Exercise objective: Exclude the pictures, and otherwise reproduce the data in full.

Data extract:

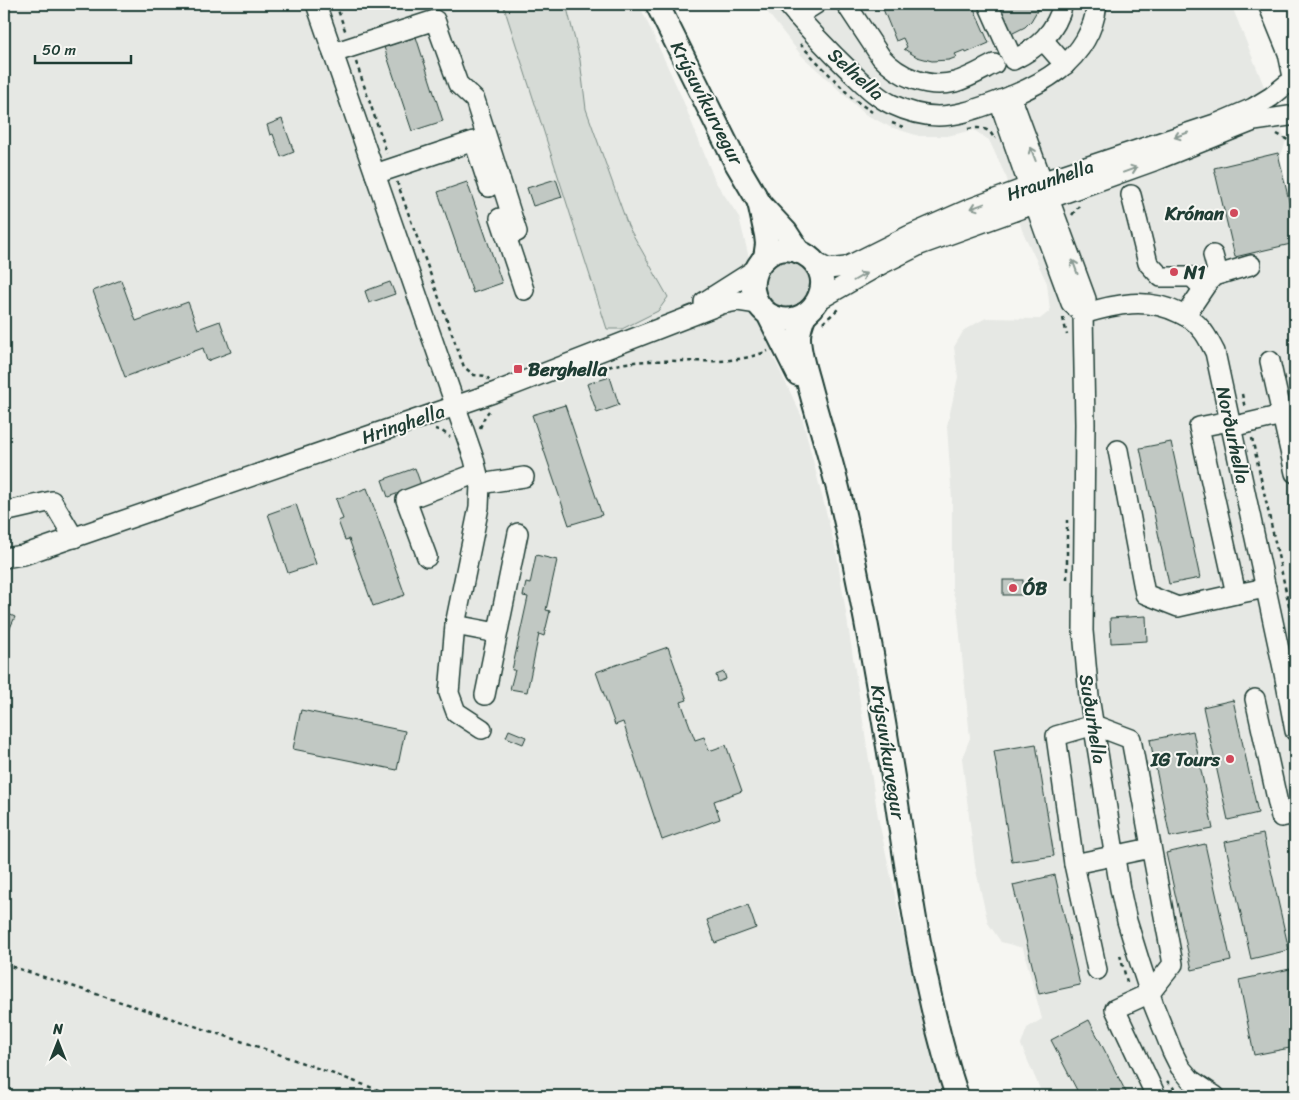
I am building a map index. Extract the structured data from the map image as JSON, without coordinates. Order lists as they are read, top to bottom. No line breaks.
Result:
{"streets":{"main road":["Krýsuvíkurvegur"],"street":["Selhella","Hraunhella","Hringhella","Norðurhella","Suðurhella"]},"crossings":[["Krýsuvíkurvegur","Hraunhella"],["Hraunhella","Suðurhella"],["Norðurhella","Suðurhella"]],"places":{"other":["Krónan","N1","ÓB","IG Tours"],"transit":["Berghella"]},"scale_bar":"50 m","north":"top"}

Solution to this task:
I am building a map index. Extract the structured data from the map image as JSON, without coordinates. Order lists as they are read, top to bottom. No line breaks.
Result:
{"streets":{"main road":["Krýsuvíkurvegur"],"street":["Selhella","Hraunhella","Hringhella","Norðurhella","Suðurhella"]},"crossings":[["Krýsuvíkurvegur","Hraunhella"],["Hraunhella","Suðurhella"],["Norðurhella","Suðurhella"]],"places":{"other":["Krónan","N1","ÓB","IG Tours"],"transit":["Berghella"]},"scale_bar":"50 m","north":"top"}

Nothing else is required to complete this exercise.